Start of SUPPLIED MATERIAL

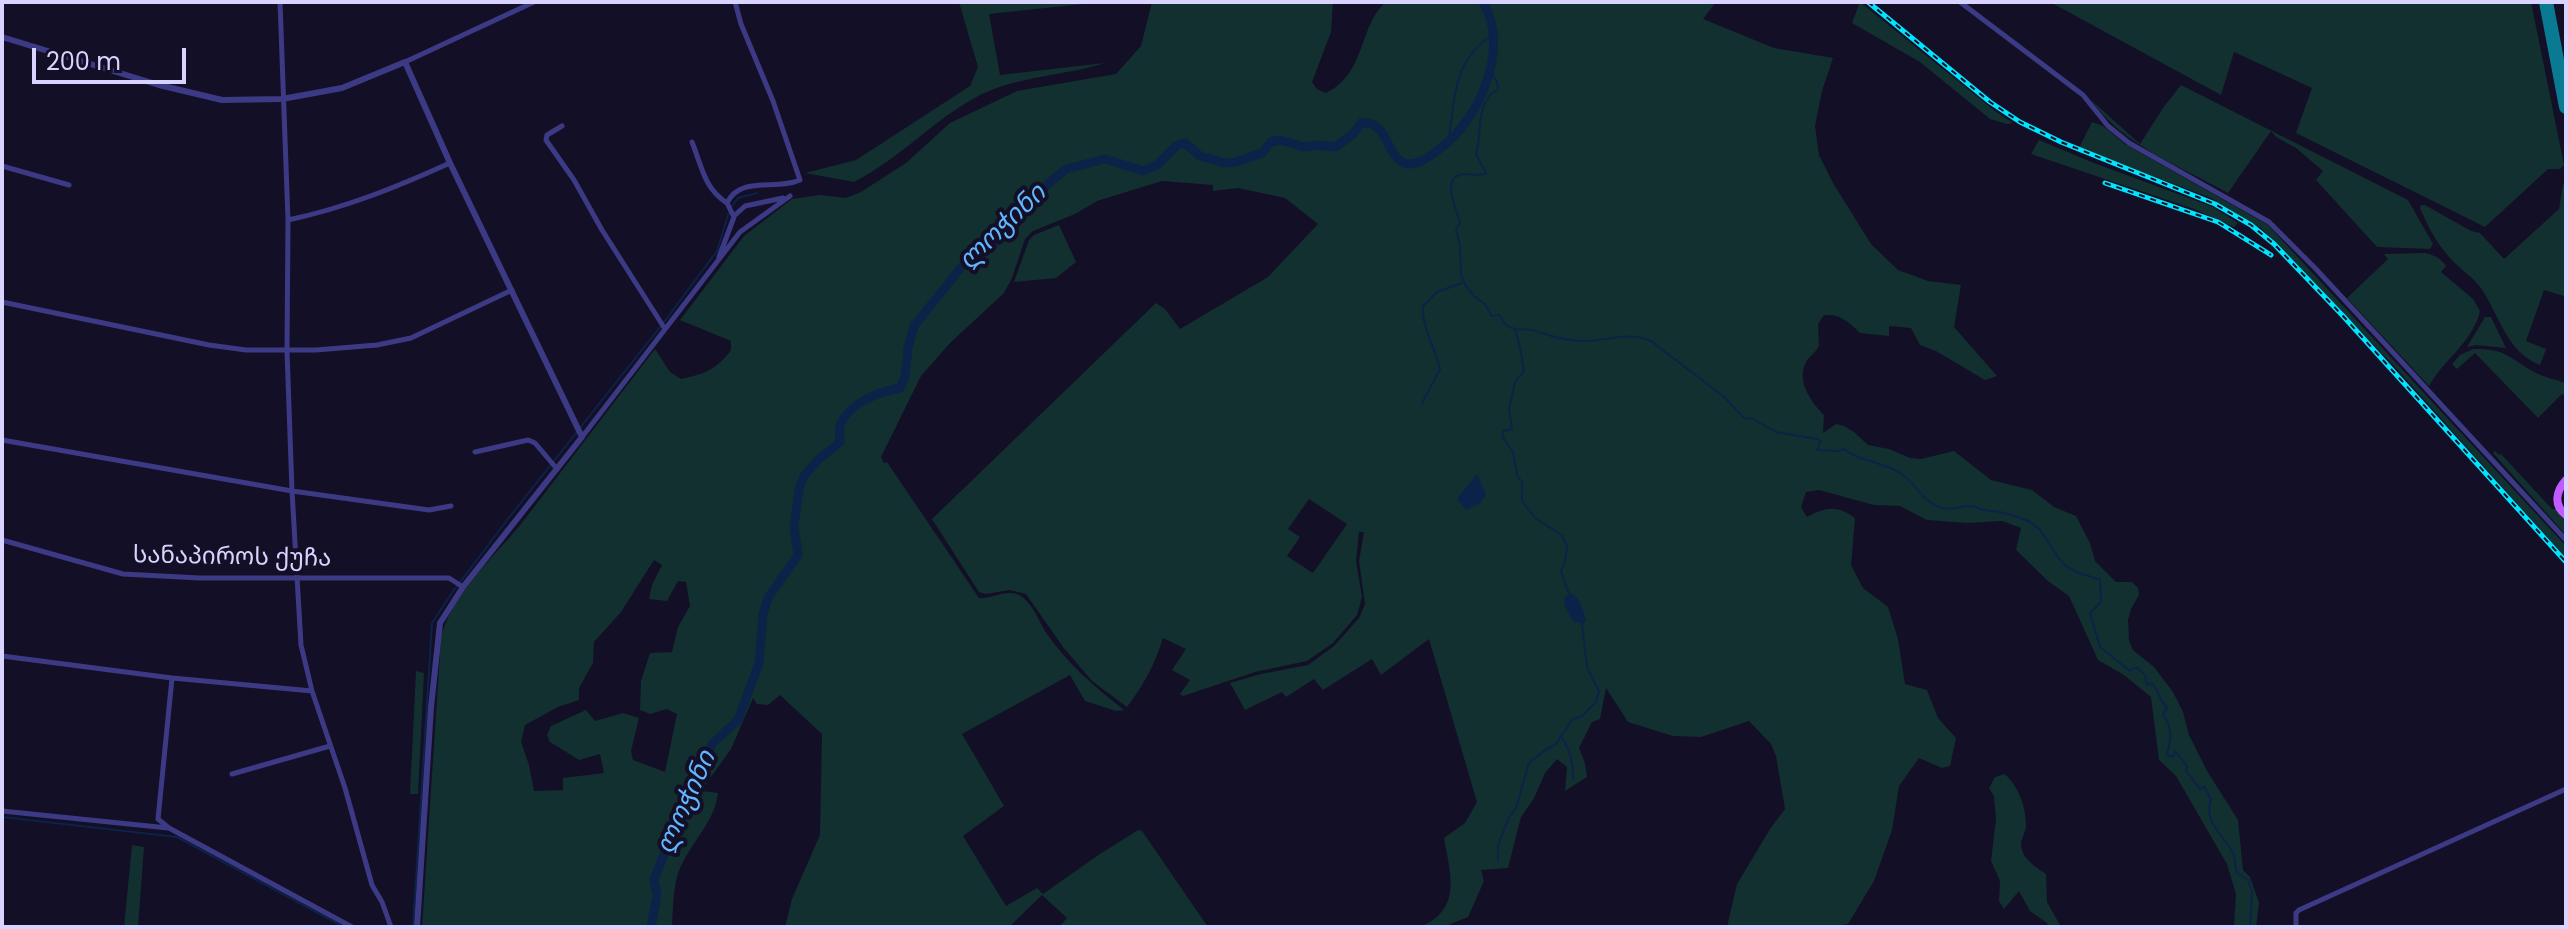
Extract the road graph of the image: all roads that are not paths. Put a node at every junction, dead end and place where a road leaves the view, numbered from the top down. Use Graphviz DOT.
graph roads {
  1 [pos="280,2"];
  2 [pos="534,2"];
  3 [pos="735,2"];
  4 [pos="1960,2"];
  5 [pos="2,37"];
  6 [pos="405,62"];
  7 [pos="282,99"];
  8 [pos="562,126"];
  9 [pos="692,142"];
  10 [pos="450,163"];
  11 [pos="2,166"];
  12 [pos="69,185"];
  13 [pos="727,203"];
  14 [pos="734,217"];
  15 [pos="288,220"];
  16 [pos="719,257"];
  17 [pos="513,290"];
  18 [pos="2,302"];
  19 [pos="665,329"];
  20 [pos="287,351"];
  21 [pos="582,437"];
  22 [pos="2,440"];
  23 [pos="475,452"];
  24 [pos="557,469"];
  25 [pos="2566,480"];
  26 [pos="292,491"];
  27 [pos="451,506"];
  28 [pos="2566,515"];
  29 [pos="2,540"];
  30 [pos="2566,540"];
  31 [pos="295,579"];
  32 [pos="463,587"];
  33 [pos="2,656"];
  34 [pos="172,678"];
  35 [pos="312,691"];
  36 [pos="330,746"];
  37 [pos="232,774"];
  38 [pos="2566,789"];
  39 [pos="2,811"];
  40 [pos="169,828"];
  41 [pos="352,927"];
  42 [pos="391,927"];
  43 [pos="417,927"];
  44 [pos="2296,927"];
  1 -- 7 [label="street"];
  2 -- 6 [label="street"];
  3 -- 13 [label="street"];
  4 -- 30 [label="street"];
  5 -- 7 [label="street"];
  6 -- 7 [label="street"];
  6 -- 10 [label="street"];
  7 -- 15 [label="street"];
  8 -- 19 [label="street"];
  9 -- 13 [label="street"];
  10 -- 15 [label="street"];
  10 -- 17 [label="street"];
  11 -- 12 [label="street"];
  13 -- 14 [label="street"];
  14 -- 16 [label="street"];
  14 -- 16 [label="street"];
  15 -- 20 [label="street"];
  16 -- 19 [label="street"];
  17 -- 20 [label="street"];
  17 -- 21 [label="street"];
  18 -- 20 [label="street"];
  19 -- 21 [label="street"];
  20 -- 26 [label="street"];
  21 -- 24 [label="street"];
  22 -- 26 [label="street"];
  23 -- 24 [label="street"];
  24 -- 32 [label="street"];
  25 -- 28 [label="main road"];
  26 -- 27 [label="street"];
  26 -- 31 [label="street"];
  29 -- 31 [label="street, სანაპიროს ქუჩა"];
  31 -- 32 [label="street, სანაპიროს ქუჩა"];
  31 -- 35 [label="street"];
  32 -- 43 [label="street"];
  33 -- 34 [label="street"];
  34 -- 35 [label="street"];
  34 -- 40 [label="street"];
  35 -- 36 [label="street"];
  36 -- 37 [label="street"];
  36 -- 42 [label="street"];
  38 -- 44 [label="street"];
  39 -- 40 [label="street"];
  40 -- 41 [label="street"];
}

End of SUPPLIED MATERIAL

**WORK TO BE COMPLETED**: Word for word, write out each line of the records, but leave the pictures behind.

**WRITTEN REPLY**:
Extract the road graph of the image: all roads that are not paths. Put a node at every junction, dead end and place where a road leaves the view, numbered from the top down. Use Graphviz DOT.
graph roads {
  1 [pos="280,2"];
  2 [pos="534,2"];
  3 [pos="735,2"];
  4 [pos="1960,2"];
  5 [pos="2,37"];
  6 [pos="405,62"];
  7 [pos="282,99"];
  8 [pos="562,126"];
  9 [pos="692,142"];
  10 [pos="450,163"];
  11 [pos="2,166"];
  12 [pos="69,185"];
  13 [pos="727,203"];
  14 [pos="734,217"];
  15 [pos="288,220"];
  16 [pos="719,257"];
  17 [pos="513,290"];
  18 [pos="2,302"];
  19 [pos="665,329"];
  20 [pos="287,351"];
  21 [pos="582,437"];
  22 [pos="2,440"];
  23 [pos="475,452"];
  24 [pos="557,469"];
  25 [pos="2566,480"];
  26 [pos="292,491"];
  27 [pos="451,506"];
  28 [pos="2566,515"];
  29 [pos="2,540"];
  30 [pos="2566,540"];
  31 [pos="295,579"];
  32 [pos="463,587"];
  33 [pos="2,656"];
  34 [pos="172,678"];
  35 [pos="312,691"];
  36 [pos="330,746"];
  37 [pos="232,774"];
  38 [pos="2566,789"];
  39 [pos="2,811"];
  40 [pos="169,828"];
  41 [pos="352,927"];
  42 [pos="391,927"];
  43 [pos="417,927"];
  44 [pos="2296,927"];
  1 -- 7 [label="street"];
  2 -- 6 [label="street"];
  3 -- 13 [label="street"];
  4 -- 30 [label="street"];
  5 -- 7 [label="street"];
  6 -- 7 [label="street"];
  6 -- 10 [label="street"];
  7 -- 15 [label="street"];
  8 -- 19 [label="street"];
  9 -- 13 [label="street"];
  10 -- 15 [label="street"];
  10 -- 17 [label="street"];
  11 -- 12 [label="street"];
  13 -- 14 [label="street"];
  14 -- 16 [label="street"];
  14 -- 16 [label="street"];
  15 -- 20 [label="street"];
  16 -- 19 [label="street"];
  17 -- 20 [label="street"];
  17 -- 21 [label="street"];
  18 -- 20 [label="street"];
  19 -- 21 [label="street"];
  20 -- 26 [label="street"];
  21 -- 24 [label="street"];
  22 -- 26 [label="street"];
  23 -- 24 [label="street"];
  24 -- 32 [label="street"];
  25 -- 28 [label="main road"];
  26 -- 27 [label="street"];
  26 -- 31 [label="street"];
  29 -- 31 [label="street, სანაპიროს ქუჩა"];
  31 -- 32 [label="street, სანაპიროს ქუჩა"];
  31 -- 35 [label="street"];
  32 -- 43 [label="street"];
  33 -- 34 [label="street"];
  34 -- 35 [label="street"];
  34 -- 40 [label="street"];
  35 -- 36 [label="street"];
  36 -- 37 [label="street"];
  36 -- 42 [label="street"];
  38 -- 44 [label="street"];
  39 -- 40 [label="street"];
  40 -- 41 [label="street"];
}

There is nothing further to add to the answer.